The final continuation we create is the curried function, so that is what we return at the end of curry.

Now we can use this curry function to translate any function into a curried version:

f <- function(x, y, z) x + 2*y + 3*z
f(1, 2, 3)
## [1] 14
curry(f)(1)(2)(3)
## [1] 14

It is not quite the same semantics as calling f directly; we are evaluating each expression when we assign it to the arguments table, so lazy evaluation isn’t in play here. To write a function that can deal with the lazy evaluation of the parameters requires a lot of mucking about with environments and expressions that is beyond the scope of this book. Aside from that, though, we have written a general function for translating normal functions into their curried form .

It is much harder to make a transformation in the other direction automatically. If we get a function, we cannot see how many times we would need to call it to get a value, if that is even independent of the parameters we give it. So there is no way to figure out how many parameters we should get for the uncurried version of a curried function.

The curry function isn’t completely general. We cannot deal with default arguments—all arguments must be provided in the curried version—and we cannot create a function where some arguments are fixed and others are not. The curried version always needs to take the arguments in the exact order the original function takes them.

A Parameter Binding Function

We already have all the tools we need to write a function that binds a set of parameters for a function and returns another function where we can give the remaining parameters and get a value:

              bind_parameters                                                                                       <- function(f, ...) {
  remembered <- list(...)
  function(...) {
    new <- list(...)
    do.call(f, c(remembered, new))
  }
}


f <- function(x, y, z, w = 4) x + 2*y + 3*z + 4*w

f(1, 2, 3, 4)
## [1] 30
g <- bind_parameters(f, y = 2)
g(x = 1, z = 3)
## [1] 30
h <- bind_parameters(f, y = 1, w = 1)
f(2, 1, 3, 1)
## [1] 17
h(x = 2, z = 3)
## [1] 17

We get the parameters from the first function call and save them in a list, and then we return a closure that can take the remaining parameters, turn them into a list, combine the remembered and the new parameters, and call function f using do.call.

With all the building blocks mentioned so far, we are just combining them to translate one function into another.
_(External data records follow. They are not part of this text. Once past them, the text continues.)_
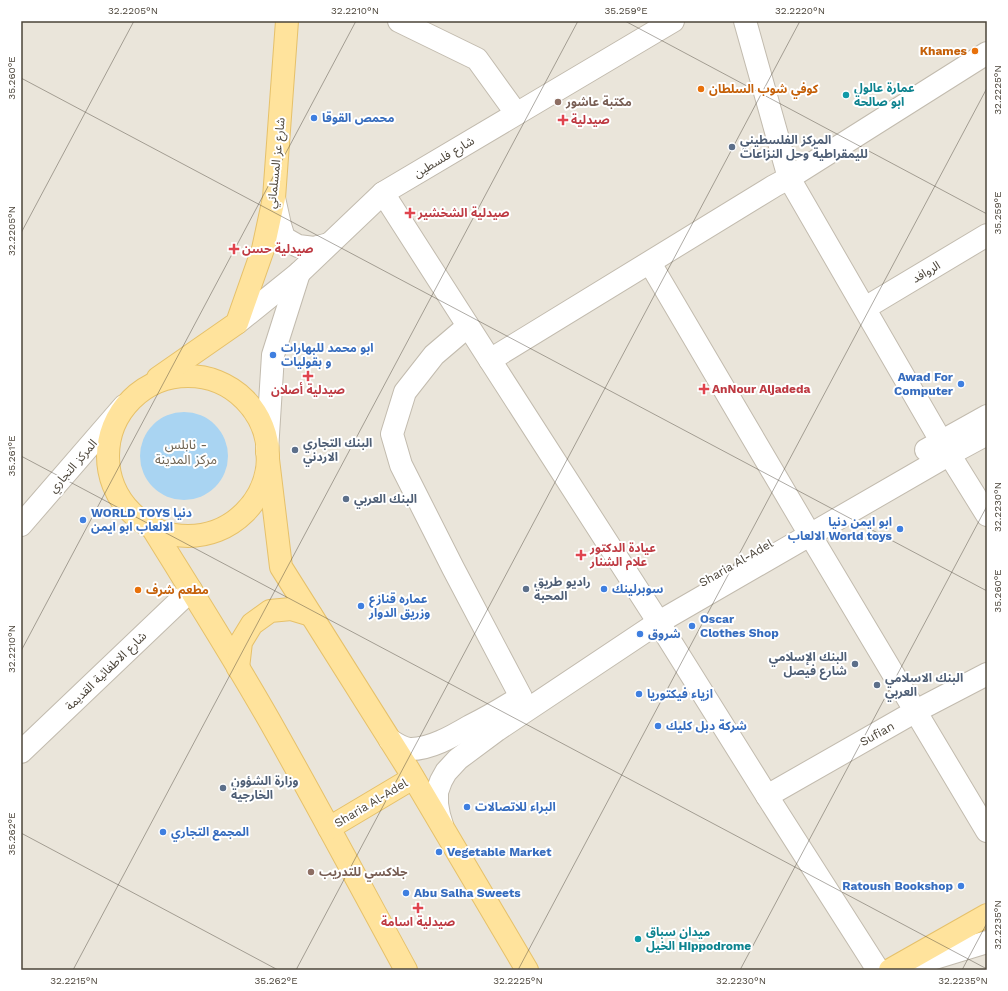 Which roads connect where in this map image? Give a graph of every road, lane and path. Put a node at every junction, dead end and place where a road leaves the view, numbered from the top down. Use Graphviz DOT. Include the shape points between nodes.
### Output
graph roads {
  1 [pos="287,21"];
  2 [pos="399,21"];
  3 [pos="673,21"];
  4 [pos="745,21"];
  5 [pos="987,53"];
  6 [pos="516,114"];
  7 [pos="789,178"];
  8 [pos="383,193"];
  9 [pos="274,198"];
  10 [pos="987,235"];
  11 [pos="329,244"];
  12 [pos="650,263"];
  13 [pos="299,273"];
  14 [pos="865,308"];
  15 [pos="236,323"];
  16 [pos="468,326"];
  17 [pos="490,360"];
  18 [pos="142,389"];
  19 [pos="124,406"];
  20 [pos="987,416"];
  21 [pos="987,434"];
  22 [pos="946,447"];
  23 [pos="267,451"];
  24 [pos="987,515"];
  25 [pos="21,525"];
  26 [pos="153,529"];
  27 [pos="807,529"];
  28 [pos="191,590"];
  29 [pos="311,615"];
  30 [pos="656,617"];
  31 [pos="238,668"];
  32 [pos="987,674"];
  33 [pos="521,696"];
  34 [pos="916,711"];
  35 [pos="492,724"];
  36 [pos="390,740"];
  37 [pos="21,752"];
  38 [pos="413,778"];
  39 [pos="767,796"];
  40 [pos="329,828"];
  41 [pos="444,829"];
  42 [pos="987,831"];
  43 [pos="987,915"];
  44 [pos="987,942"];
  45 [pos="514,949"];
  46 [pos="406,970"];
  47 [pos="511,970"];
  48 [pos="527,970"];
  49 [pos="878,970"];
  50 [pos="890,970"];
  51 [pos="897,970"];
  1 -- 9 [label="main road, شارع عز المسلماني"];
  2 -- 6 [label="street" via="477,59"];
  3 -- 6 [label="street, شارع فلسطين"];
  4 -- 7 [label="street"];
  5 -- 7 [label="street"];
  6 -- 8 [label="street, شارع فلسطين"];
  7 -- 12 [label="street"];
  7 -- 14 [label="street"];
  8 -- 11 [label="street, شارع فلسطين"];
  8 -- 16 [label="street"];
  9 -- 11 [label="street" via="284,238 298,246 314,248"];
  9 -- 15 [label="main road, شارع عز المسلماني" via="263,249"];
  10 -- 14 [label="street, الروافد"];
  11 -- 13 [label="street, شارع فلسطين"];
  12 -- 17 [label="street"];
  12 -- 27 [label="street"];
  13 -- 15 [label="street, شارع فلسطين"];
  13 -- 23 [label="street" via="273,355"];
  14 -- 22 [label="street"];
  15 -- 18 [label="main road"];
  16 -- 17 [label="street"];
  16 -- 33 [label="street" via="434,355 405,392 392,434 401,465"];
  17 -- 30 [label="street"];
  18 -- 19 [label="main road"];
  18 -- 23 [label="main road" via="172,378 191,376 216,380 238,393 255,412 266,435"];
  19 -- 25 [label="street, المركز التجاري"];
  19 -- 26 [label="main road" via="112,427 107,451 109,475 118,497 133,516"];
  20 -- 22 [label="street, Sharia Al-Adel"];
  21 -- 22 [label="street, Sharia Al-Adel"];
  22 -- 24 [label="street"];
  22 -- 27 [label="street, Sharia Al-Adel"];
  23 -- 26 [label="main road" via="268,461 262,486 248,509 228,526 198,536 178,536"];
  23 -- 29 [label="main road" via="281,567"];
  26 -- 28 [label="main road"];
  27 -- 30 [label="street, Sharia Al-Adel"];
  27 -- 34 [label="street"];
  28 -- 31 [label="main road"];
  28 -- 37 [label="street, شارع الاطفائية القديمة"];
  29 -- 31 [label="main road" via="291,609 270,611 252,624 241,642"];
  29 -- 36 [label="main road"];
  30 -- 33 [label="street, Sharia Al-Adel"];
  30 -- 35 [label="street, Sharia Al-Adel"];
  30 -- 39 [label="street"];
  31 -- 40 [label="main road"];
  32 -- 34 [label="street, Sufian"];
  33 -- 35 [label="street, Sharia Al-Adel"];
  34 -- 39 [label="street, Sufian"];
  34 -- 42 [label="street"];
  35 -- 36 [label="street" via="420,748 409,749"];
  35 -- 41 [label="street" via="446,772 441,781 437,792 437,804"];
  36 -- 38 [label="main road"];
  38 -- 40 [label="main road, Sharia Al-Adel"];
  38 -- 41 [label="main road"];
  39 -- 49 [label="street"];
  40 -- 46 [label="main road"];
  41 -- 45 [label="main road"];
  43 -- 50 [label="main road"];
  44 -- 51 [label="street"];
  45 -- 47 [label="main road"];
  45 -- 48 [label="main road"];
} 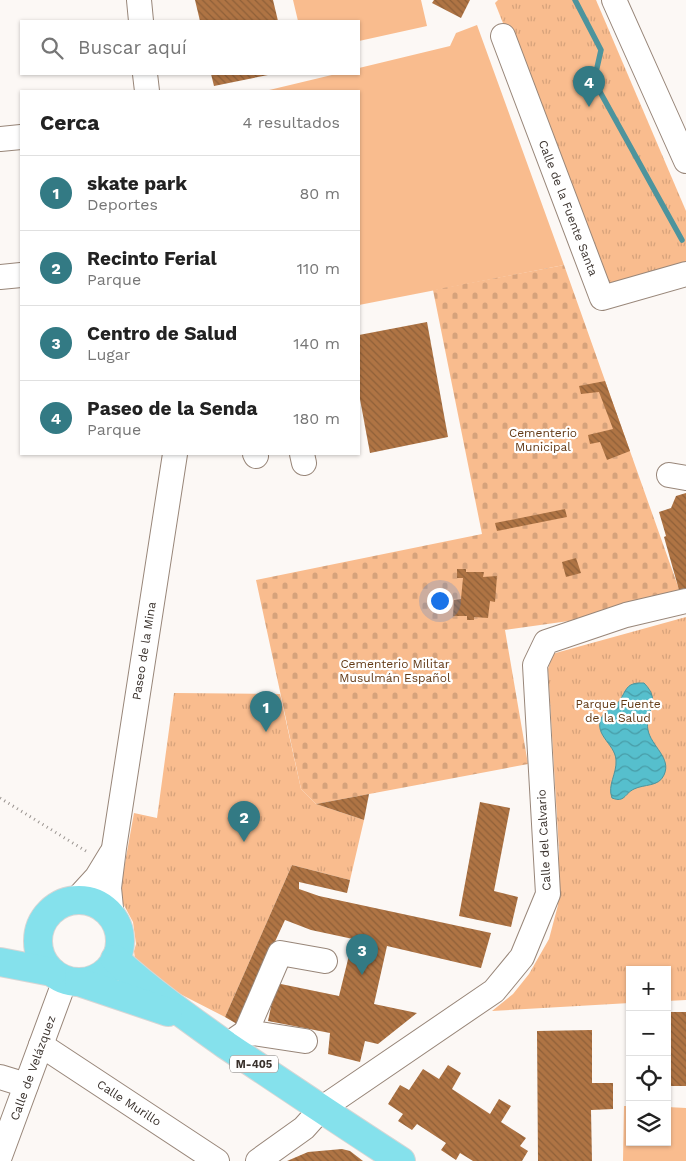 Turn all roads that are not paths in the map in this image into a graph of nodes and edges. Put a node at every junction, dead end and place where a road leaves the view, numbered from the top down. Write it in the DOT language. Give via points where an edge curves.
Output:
graph roads {
  1 [pos="139,0"];
  2 [pos="614,0"];
  3 [pos="141,20"];
  4 [pos="503,36"];
  5 [pos="145,75"];
  6 [pos="147,90"];
  7 [pos="20,137"];
  8 [pos="0,139"];
  9 [pos="686,161"];
  10 [pos="686,274"];
  11 [pos="20,275"];
  12 [pos="0,277"];
  13 [pos="175,455"];
  14 [pos="686,602"];
  15 [pos="110,856"];
  16 [pos="75,901"];
  17 [pos="112,918"];
  18 [pos="41,925"];
  19 [pos="0,956"];
  20 [pos="116,959"];
  21 [pos="0,962"];
  22 [pos="325,962"];
  23 [pos="65,978"];
  24 [pos="187,1018"];
  25 [pos="237,1039"];
  26 [pos="305,1041"];
  27 [pos="41,1045"];
  28 [pos="0,1077"];
  29 [pos="26,1085"];
  30 [pos="321,1109"];
  31 [pos="0,1156"];
  32 [pos="217,1161"];
  33 [pos="258,1161"];
  34 [pos="400,1161"];
  1 -- 3 [label="street"];
  2 -- 9 [label="street"];
  4 -- 10 [label="street, Calle de la Fuente Santa" via="602,298"];
  5 -- 6 [label="street"];
  7 -- 8 [label="street"];
  11 -- 12 [label="street"];
  13 -- 15 [label="street, Paseo de la Mina"];
  14 -- 30 [label="street, Calle del Calvario" via="626,615 546,642 536,665 548,894 522,957 494,991"];
  15 -- 16 [label="street, Paseo de la Mina" via="97,877"];
  15 -- 17 [label="street, Paseo de la Mina"];
  16 -- 17 [label="main road" via="102,907"];
  16 -- 18 [label="main road" via="61,904"];
  17 -- 20 [label="main road" via="120,939"];
  18 -- 19 [label="main road"];
  18 -- 23 [label="main road" via="38,938 43,961"];
  20 -- 23 [label="main road" via="104,974 93,980"];
  20 -- 24 [label="main road, M-405" via="136,979"];
  21 -- 23 [label="main road, M-405"];
  22 -- 25 [label="street" via="280,953"];
  23 -- 24 [label="main road, M-405"];
  23 -- 27 [label="street, Calle de Velázquez"];
  24 -- 25 [label="main road, M-405"];
  25 -- 26 [label="street"];
  25 -- 30 [label="main road, M-405" via="266,1073"];
  27 -- 29 [label="street, Calle de Velázquez"];
  27 -- 32 [label="street, Calle Murillo"];
  28 -- 29 [label="street"];
  29 -- 31 [label="street, Calle de Velázquez"];
  30 -- 33 [label="street, Calle del Calvario" via="304,1128"];
  30 -- 34 [label="main road, M-405"];
}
Using list here to remember the parameters from ... means that we are evaluating the parameters. We are explicitly turning off lazy evaluation in this function. It is possible to keep the lazy-evaluation semantics as well, but it requires more work. We would need to use the eval(substitute(alist(...))) trick to get the unevaluated parameters into a list. We saw this trick used in Chapter 1, but that would give us raw expressions in the lists, and we would need to be careful to evaluate these in the right environment chain to make this work. I leave this as an exercise to the reader, or you can look at the partial function from the pryr package to see how it is done.

Such partial binding functions aren’t used that often in R. It is just as easy to write closures to bind parameters and those are usually easier to read, so use partial bindings with caution.

Continuation-Passing Style

The trick we used to create curry involved creating a chain of functions where each function returns the next function that should be called, the continuation. This idea of having the remainder of a computation as a function you can eventually call can be used in many other problems.

Consider the simple task of adding all elements in a list. We can write a function for doing this in the following three ways:

my_sum_direct <- function(lst) {
  if (is_empty(lst)) 0
  else first(lst) + my_sum_direct(rest(lst))
}
my_sum_acc <- function(lst, acc = 0) {
  if (is_empty(lst)) acc
  else my_sum_acc(rest(lst), first(lst) + acc)
}
my_sum_cont <- function(lst, cont = identity) {
  if (is_empty(lst)) cont(0)
  else my_sum_cont(rest(lst),
                   function(acc) cont(first(lst) + acc))
}

The first function handles the computation in an obvious way by adding the current element to the result of the recursive call. The second function uses an accumulator to make a tail-recursive version, where the accumulator carries a partial sum along with the recursion. The third version also gives us a tail-recursive function but in this case via a continuation function. This function works as the accumulator in the second function. It just wraps the computation inside a function that is passed along in the recursive call.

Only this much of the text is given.